PROBLEM STATEMENT
Report every line in the records below that holds the word "graph".

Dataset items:

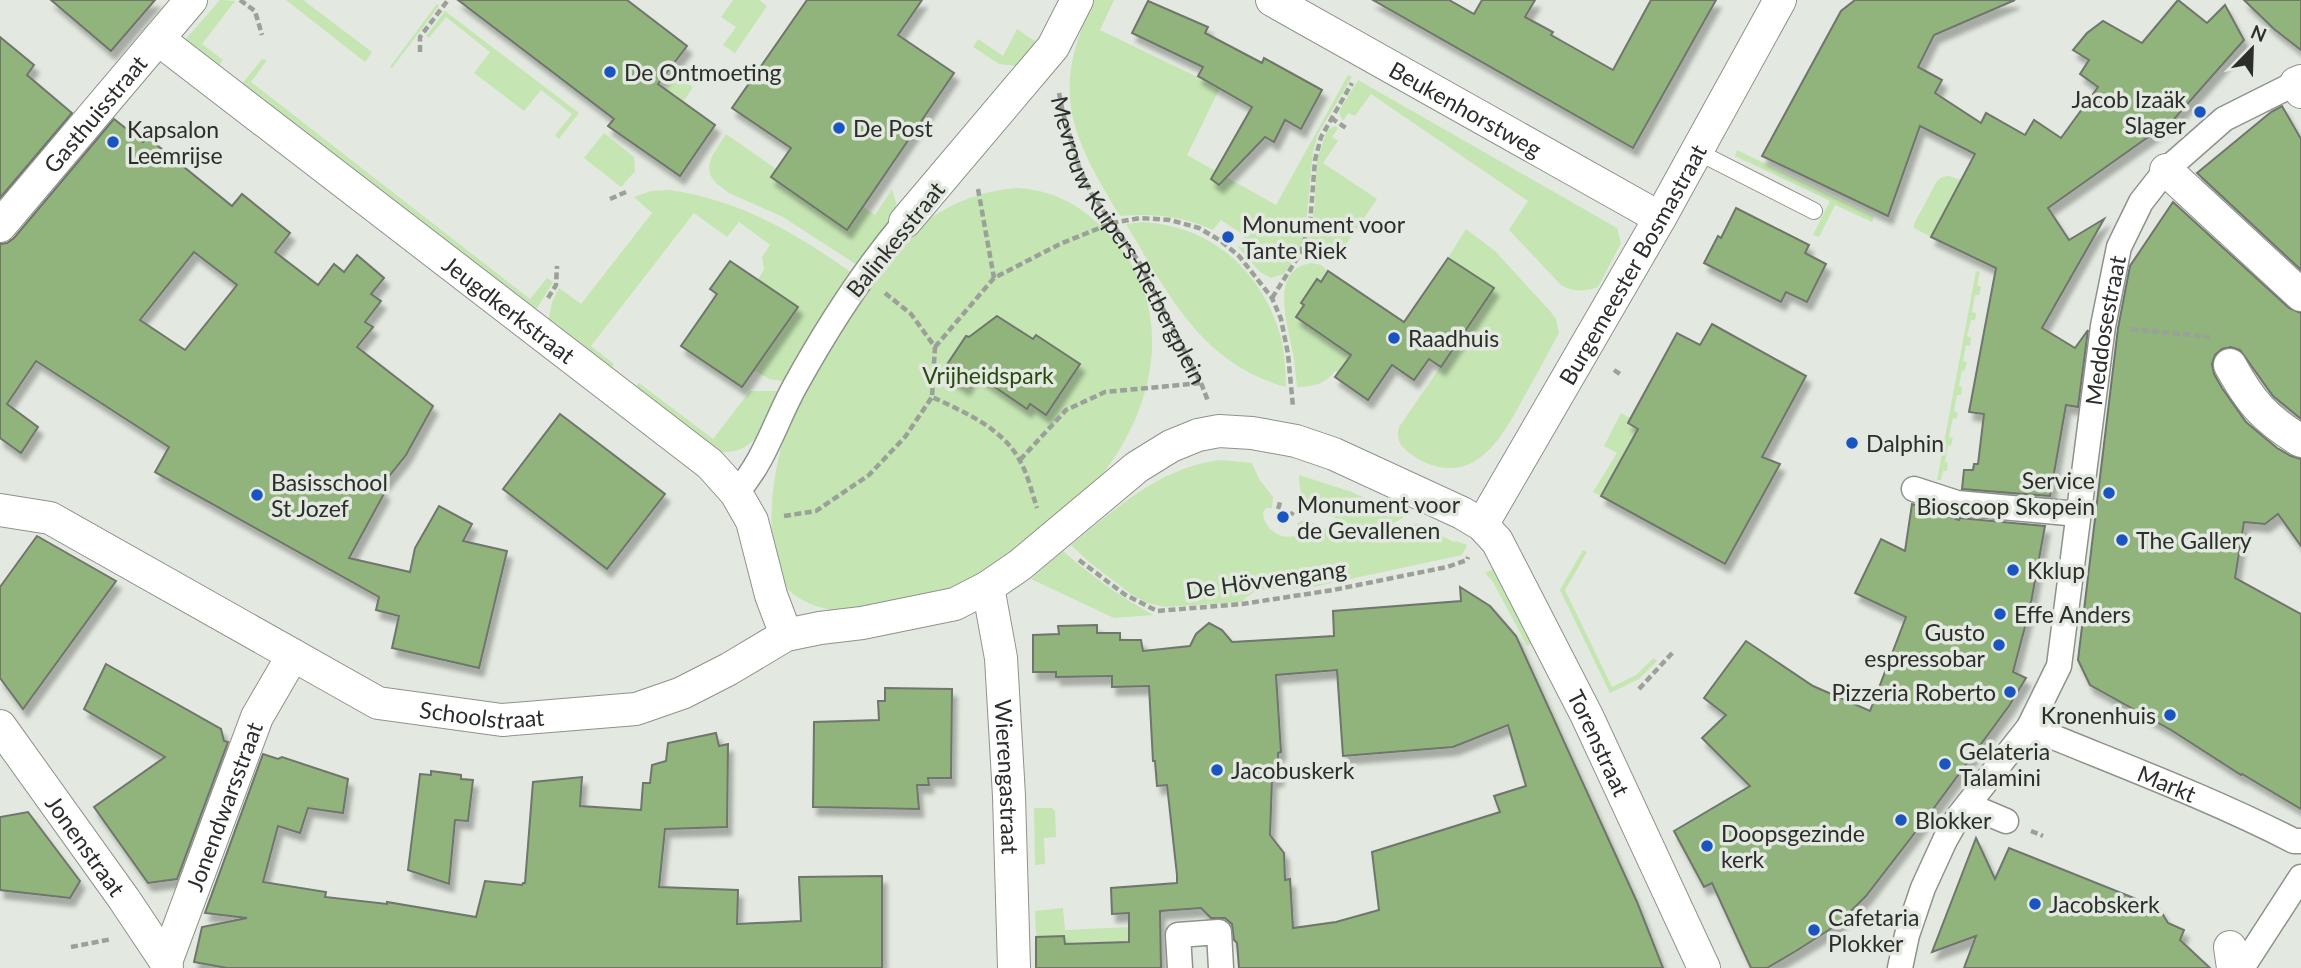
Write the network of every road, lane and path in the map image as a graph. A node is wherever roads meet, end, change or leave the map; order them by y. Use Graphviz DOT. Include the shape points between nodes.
graph roads {
  1 [pos="191,0"];
  2 [pos="240,0"];
  3 [pos="448,0"];
  4 [pos="1077,0"];
  5 [pos="1272,0"];
  6 [pos="1780,0"];
  7 [pos="262,35"];
  8 [pos="158,39"];
  9 [pos="1053,47"];
  10 [pos="420,52"];
  11 [pos="1369,54"];
  12 [pos="2299,85"];
  13 [pos="1331,118"];
  14 [pos="1346,128"];
  15 [pos="971,146"];
  16 [pos="1696,151"];
  17 [pos="2166,170"];
  18 [pos="626,191"];
  19 [pos="610,199"];
  20 [pos="1814,211"];
  21 [pos="1660,218"];
  22 [pos="905,222"];
  23 [pos="1112,223"];
  24 [pos="0,226"];
  25 [pos="863,274"];
  26 [pos="994,278"];
  27 [pos="2301,295"];
  28 [pos="1272,298"];
  29 [pos="2103,326"];
  30 [pos="934,346"];
  31 [pos="2230,365"];
  32 [pos="1614,370"];
  33 [pos="1620,374"];
  34 [pos="1201,383"];
  35 [pos="932,397"];
  36 [pos="1219,431"];
  37 [pos="1296,441"];
  38 [pos="2301,441"];
  39 [pos="1020,460"];
  40 [pos="1914,489"];
  41 [pos="736,493"];
  42 [pos="1281,499"];
  43 [pos="1278,509"];
  44 [pos="0,510"];
  45 [pos="2078,514"];
  46 [pos="752,521"];
  47 [pos="1482,525"];
  48 [pos="1054,538"];
  49 [pos="988,587"];
  50 [pos="786,635"];
  51 [pos="1674,651"];
  52 [pos="293,655"];
  53 [pos="1639,689"];
  54 [pos="0,726"];
  55 [pos="2029,727"];
  56 [pos="1968,805"];
  57 [pos="2006,821"];
  58 [pos="2301,841"];
  59 [pos="2301,877"];
  60 [pos="2235,961"];
  61 [pos="166,965"];
  62 [pos="1014,968"];
  63 [pos="1180,968"];
  64 [pos="1222,968"];
  65 [pos="1704,968"];
  66 [pos="1900,968"];
  1 -- 8 [label="street, Gasthuisstraat"];
  2 -- 7 [label="path" via="255,11"];
  3 -- 10 [label="path" via="420,37"];
  4 -- 9 [label="street, Balinkesstraat"];
  5 -- 11 [label="street, Beukenhorstweg"];
  6 -- 16 [label="street, Burgemeester Bosmastraat"];
  8 -- 24 [label="street, Gasthuisstraat"];
  8 -- 41 [label="street, Jeugdkerkstraat" via="710,464"];
  9 -- 15 [label="street, Balinkesstraat"];
  9 -- 23 [label="path, Mevrouw Kuipers-Rietbergplein" via="1063,113 1079,167"];
  11 -- 13 [label="path"];
  11 -- 21 [label="street, Beukenhorstweg"];
  12 -- 17 [label="street, Meddosestraat" via="2224,119"];
  13 -- 14 [label="path"];
  13 -- 28 [label="path" via="1315,160 1307,234"];
  15 -- 22 [label="street, Balinkesstraat"];
  15 -- 26 [label="path"];
  16 -- 20 [label="lane"];
  16 -- 21 [label="street, Burgemeester Bosmastraat"];
  17 -- 27 [label="street"];
  17 -- 29 [label="street, Meddosestraat" via="2141,202 2119,247"];
  18 -- 19 [label="path"];
  21 -- 47 [label="street, Burgemeester Bosmastraat"];
  22 -- 25 [label="street, Balinkesstraat"];
  23 -- 26 [label="path"];
  23 -- 28 [label="path" via="1150,218 1199,228 1239,256"];
  23 -- 34 [label="path, Mevrouw Kuipers-Rietbergplein" via="1139,262"];
  25 -- 30 [label="path" via="911,314"];
  25 -- 41 [label="street, Balinkesstraat" via="793,388 760,462"];
  26 -- 30 [label="path"];
  28 -- 37 [label="path" via="1288,354"];
  29 -- 31 [label="path" via="2217,338"];
  29 -- 45 [label="street, Meddosestraat"];
  30 -- 35 [label="path"];
  31 -- 38 [label="street" via="2248,397 2277,426"];
  32 -- 33 [label="path"];
  34 -- 36 [label="path, Mevrouw Kuipers-Rietbergplein"];
  34 -- 39 [label="path" via="1105,392 1066,410"];
  35 -- 39 [label="path" via="975,417 997,433"];
  35 -- 46 [label="path" via="905,437 869,475 816,510"];
  36 -- 37 [label="street"];
  36 -- 48 [label="street" via="1171,446 1137,467"];
  37 -- 47 [label="street" via="1377,473"];
  39 -- 48 [label="path" via="1040,517"];
  40 -- 45 [label="street" via="1957,503"];
  41 -- 46 [label="street, Jeugdkerkstraat"];
  42 -- 43 [label="path"];
  44 -- 52 [label="street, Schoolstraat" via="50,518"];
  45 -- 55 [label="street, Meddosestraat" via="2059,666"];
  46 -- 50 [label="street, Jeugdkerkstraat"];
  47 -- 48 [label="path, De Hövvengang" via="1467,560 1447,567 1242,604 1157,611 1124,594"];
  47 -- 65 [label="street, Torenstraat" via="1510,563 1587,716"];
  48 -- 49 [label="street"];
  49 -- 50 [label="street, Schoolstraat" via="955,604"];
  49 -- 62 [label="street, Wierengastraat" via="1001,658"];
  50 -- 52 [label="street, Schoolstraat" via="682,693 636,709 502,720 378,703"];
  51 -- 53 [label="path"];
  52 -- 61 [label="street, Jonendwarsstraat" via="257,717"];
  54 -- 61 [label="street, Jonenstraat"];
  55 -- 56 [label="street"];
  55 -- 58 [label="street, Markt" via="2076,755"];
  56 -- 57 [label="street"];
  56 -- 66 [label="street" via="1945,840 1923,888"];
  59 -- 60 [label="street" via="2279,914"];
  63 -- 64 [label="street" via="1178,935 1219,932"];
}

OUTPUT FOR THIS EXERCISE
Write the network of every road, lane and path in the map image as a graph. A node is wherever roads meet, end, change or leave the map; order them by y. Use Graphviz DOT. Include the shape points between nodes.
graph roads {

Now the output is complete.